> _Work to be completed_:
How many lines in the listing below contain the string "Diciembre"? Say only the number.

> _Record extracts_:

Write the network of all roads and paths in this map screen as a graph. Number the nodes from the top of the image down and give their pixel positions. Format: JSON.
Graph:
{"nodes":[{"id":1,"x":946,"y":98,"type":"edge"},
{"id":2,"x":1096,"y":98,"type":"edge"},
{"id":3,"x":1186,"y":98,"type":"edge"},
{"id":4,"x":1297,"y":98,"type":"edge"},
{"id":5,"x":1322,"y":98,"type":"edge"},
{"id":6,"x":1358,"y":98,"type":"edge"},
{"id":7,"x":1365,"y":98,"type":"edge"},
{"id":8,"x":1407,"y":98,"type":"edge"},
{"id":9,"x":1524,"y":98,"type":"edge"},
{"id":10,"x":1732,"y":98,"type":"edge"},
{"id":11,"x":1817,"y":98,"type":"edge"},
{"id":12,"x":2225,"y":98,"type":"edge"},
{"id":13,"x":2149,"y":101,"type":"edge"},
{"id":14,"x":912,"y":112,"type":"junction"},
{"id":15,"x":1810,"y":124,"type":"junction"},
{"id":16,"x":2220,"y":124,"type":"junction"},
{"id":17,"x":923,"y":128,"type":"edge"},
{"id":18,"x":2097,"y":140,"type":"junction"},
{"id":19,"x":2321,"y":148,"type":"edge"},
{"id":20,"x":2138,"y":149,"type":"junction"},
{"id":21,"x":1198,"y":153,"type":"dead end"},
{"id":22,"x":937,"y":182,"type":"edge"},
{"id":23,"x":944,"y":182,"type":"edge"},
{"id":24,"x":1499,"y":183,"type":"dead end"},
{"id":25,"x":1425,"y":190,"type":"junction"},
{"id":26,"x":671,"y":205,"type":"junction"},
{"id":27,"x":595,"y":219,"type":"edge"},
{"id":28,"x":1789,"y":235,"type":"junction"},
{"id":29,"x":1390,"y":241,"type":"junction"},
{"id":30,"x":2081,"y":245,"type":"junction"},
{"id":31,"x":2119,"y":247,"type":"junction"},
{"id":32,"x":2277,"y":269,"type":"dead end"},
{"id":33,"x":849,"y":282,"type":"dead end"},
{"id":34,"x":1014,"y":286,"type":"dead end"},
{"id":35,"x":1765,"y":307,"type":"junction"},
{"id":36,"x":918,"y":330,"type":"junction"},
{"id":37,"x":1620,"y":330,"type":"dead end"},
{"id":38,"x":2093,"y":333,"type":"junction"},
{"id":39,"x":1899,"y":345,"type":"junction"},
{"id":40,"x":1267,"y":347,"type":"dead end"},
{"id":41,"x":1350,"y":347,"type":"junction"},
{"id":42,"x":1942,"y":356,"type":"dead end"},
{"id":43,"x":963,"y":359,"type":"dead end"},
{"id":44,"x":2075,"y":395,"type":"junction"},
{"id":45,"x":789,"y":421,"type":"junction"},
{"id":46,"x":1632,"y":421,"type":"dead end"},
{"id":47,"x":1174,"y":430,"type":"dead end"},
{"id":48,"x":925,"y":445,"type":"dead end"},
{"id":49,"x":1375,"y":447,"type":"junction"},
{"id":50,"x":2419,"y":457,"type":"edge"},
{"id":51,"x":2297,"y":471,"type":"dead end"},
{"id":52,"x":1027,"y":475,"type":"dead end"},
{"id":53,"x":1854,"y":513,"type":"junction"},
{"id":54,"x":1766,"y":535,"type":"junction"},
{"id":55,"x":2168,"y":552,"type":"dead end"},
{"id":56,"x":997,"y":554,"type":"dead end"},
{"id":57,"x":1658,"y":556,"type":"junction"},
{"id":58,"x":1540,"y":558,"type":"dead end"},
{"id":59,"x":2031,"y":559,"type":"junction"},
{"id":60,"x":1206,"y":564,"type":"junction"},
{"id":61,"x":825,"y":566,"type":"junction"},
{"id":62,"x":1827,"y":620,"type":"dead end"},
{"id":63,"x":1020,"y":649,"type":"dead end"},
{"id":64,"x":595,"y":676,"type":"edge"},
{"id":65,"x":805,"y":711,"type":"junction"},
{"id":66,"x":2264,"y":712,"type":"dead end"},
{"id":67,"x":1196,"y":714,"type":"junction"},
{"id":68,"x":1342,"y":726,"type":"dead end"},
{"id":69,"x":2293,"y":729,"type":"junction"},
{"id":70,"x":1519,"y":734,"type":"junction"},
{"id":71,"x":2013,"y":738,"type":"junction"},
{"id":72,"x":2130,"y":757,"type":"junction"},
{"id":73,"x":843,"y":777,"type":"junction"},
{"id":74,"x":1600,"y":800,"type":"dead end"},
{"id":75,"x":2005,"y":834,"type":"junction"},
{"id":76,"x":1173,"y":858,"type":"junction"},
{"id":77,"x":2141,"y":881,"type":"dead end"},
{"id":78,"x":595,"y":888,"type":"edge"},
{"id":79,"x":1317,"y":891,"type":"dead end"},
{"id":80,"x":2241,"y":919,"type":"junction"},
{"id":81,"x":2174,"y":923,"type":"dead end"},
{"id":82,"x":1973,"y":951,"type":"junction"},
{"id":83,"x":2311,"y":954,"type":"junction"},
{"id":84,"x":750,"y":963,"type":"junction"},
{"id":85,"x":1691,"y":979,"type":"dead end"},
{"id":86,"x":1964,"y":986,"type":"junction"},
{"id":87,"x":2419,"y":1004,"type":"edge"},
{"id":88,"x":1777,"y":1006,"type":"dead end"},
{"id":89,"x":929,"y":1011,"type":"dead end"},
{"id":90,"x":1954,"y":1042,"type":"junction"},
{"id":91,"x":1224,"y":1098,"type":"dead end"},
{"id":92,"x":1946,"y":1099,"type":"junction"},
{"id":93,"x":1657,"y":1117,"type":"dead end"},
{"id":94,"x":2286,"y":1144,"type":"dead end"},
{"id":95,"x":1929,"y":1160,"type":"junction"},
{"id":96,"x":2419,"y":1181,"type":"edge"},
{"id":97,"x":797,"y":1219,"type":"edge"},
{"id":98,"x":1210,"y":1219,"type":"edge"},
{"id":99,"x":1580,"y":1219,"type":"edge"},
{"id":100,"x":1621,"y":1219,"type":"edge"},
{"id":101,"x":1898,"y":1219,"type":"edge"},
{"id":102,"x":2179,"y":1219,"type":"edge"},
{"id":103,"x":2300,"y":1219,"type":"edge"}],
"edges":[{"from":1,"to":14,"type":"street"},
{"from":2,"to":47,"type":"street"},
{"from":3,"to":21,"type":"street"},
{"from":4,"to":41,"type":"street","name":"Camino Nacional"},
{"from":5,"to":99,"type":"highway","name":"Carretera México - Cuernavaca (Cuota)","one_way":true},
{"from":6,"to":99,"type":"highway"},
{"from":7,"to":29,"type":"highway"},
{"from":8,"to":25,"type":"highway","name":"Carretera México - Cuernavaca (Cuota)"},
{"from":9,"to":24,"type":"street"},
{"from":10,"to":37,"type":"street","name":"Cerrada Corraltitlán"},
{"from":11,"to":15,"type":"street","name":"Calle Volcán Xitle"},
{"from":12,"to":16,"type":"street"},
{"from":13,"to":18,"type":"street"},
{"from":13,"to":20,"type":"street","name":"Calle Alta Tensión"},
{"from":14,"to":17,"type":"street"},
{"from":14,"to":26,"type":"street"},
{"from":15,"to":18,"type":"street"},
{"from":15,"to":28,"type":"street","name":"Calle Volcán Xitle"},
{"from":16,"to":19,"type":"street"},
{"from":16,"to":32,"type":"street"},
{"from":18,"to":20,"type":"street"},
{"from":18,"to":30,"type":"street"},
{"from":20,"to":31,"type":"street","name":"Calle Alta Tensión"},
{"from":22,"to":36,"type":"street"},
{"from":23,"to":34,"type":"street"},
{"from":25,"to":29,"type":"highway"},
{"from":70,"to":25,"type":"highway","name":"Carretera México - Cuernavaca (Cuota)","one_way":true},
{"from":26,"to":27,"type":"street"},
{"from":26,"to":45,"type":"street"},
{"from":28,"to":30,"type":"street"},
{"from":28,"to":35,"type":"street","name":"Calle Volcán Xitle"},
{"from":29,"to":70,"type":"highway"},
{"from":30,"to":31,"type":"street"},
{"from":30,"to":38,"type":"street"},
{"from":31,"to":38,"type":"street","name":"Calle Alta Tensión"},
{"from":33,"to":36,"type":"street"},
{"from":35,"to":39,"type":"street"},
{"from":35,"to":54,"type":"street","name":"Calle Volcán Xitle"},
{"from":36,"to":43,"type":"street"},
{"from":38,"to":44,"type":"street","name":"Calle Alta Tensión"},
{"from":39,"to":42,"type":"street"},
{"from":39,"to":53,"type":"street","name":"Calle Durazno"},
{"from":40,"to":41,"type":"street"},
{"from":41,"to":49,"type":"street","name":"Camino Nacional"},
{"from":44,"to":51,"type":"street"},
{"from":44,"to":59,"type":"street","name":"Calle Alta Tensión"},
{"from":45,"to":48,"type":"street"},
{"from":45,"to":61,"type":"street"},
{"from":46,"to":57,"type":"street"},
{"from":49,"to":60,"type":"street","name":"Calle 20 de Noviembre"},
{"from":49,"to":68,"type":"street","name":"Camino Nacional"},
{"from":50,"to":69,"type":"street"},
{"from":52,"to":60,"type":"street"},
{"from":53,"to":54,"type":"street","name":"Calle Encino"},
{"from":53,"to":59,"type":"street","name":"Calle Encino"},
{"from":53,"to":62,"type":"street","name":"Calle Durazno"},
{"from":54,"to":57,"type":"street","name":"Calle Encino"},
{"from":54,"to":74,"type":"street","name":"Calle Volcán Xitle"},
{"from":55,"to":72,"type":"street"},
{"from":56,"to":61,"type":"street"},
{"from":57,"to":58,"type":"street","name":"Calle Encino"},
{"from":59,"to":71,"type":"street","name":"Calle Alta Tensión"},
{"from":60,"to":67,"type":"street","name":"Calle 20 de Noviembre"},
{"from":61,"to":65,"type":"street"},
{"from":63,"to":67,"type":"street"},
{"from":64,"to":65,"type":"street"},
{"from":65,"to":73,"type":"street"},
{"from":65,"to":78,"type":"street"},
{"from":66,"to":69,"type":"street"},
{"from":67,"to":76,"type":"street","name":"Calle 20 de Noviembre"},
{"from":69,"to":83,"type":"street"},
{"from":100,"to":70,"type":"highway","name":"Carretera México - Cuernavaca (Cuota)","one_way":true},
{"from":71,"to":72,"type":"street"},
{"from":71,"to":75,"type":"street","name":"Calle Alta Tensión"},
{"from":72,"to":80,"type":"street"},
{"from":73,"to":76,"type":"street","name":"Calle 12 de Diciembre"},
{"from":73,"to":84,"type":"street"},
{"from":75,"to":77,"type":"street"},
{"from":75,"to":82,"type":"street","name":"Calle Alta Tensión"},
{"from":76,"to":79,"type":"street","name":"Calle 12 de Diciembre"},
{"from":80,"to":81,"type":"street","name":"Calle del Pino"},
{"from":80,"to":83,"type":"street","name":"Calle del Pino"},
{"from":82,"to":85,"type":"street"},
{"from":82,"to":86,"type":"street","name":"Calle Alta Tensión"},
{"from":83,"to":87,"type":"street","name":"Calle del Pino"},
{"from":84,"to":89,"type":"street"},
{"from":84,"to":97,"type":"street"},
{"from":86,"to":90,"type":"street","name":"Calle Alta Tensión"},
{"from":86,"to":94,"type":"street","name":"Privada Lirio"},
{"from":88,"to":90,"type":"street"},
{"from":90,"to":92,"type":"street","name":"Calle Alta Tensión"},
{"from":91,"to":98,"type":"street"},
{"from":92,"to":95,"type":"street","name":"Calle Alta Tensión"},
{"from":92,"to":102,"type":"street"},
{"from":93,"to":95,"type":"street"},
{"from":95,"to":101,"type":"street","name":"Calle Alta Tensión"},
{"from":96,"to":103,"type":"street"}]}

> _Response below_:
2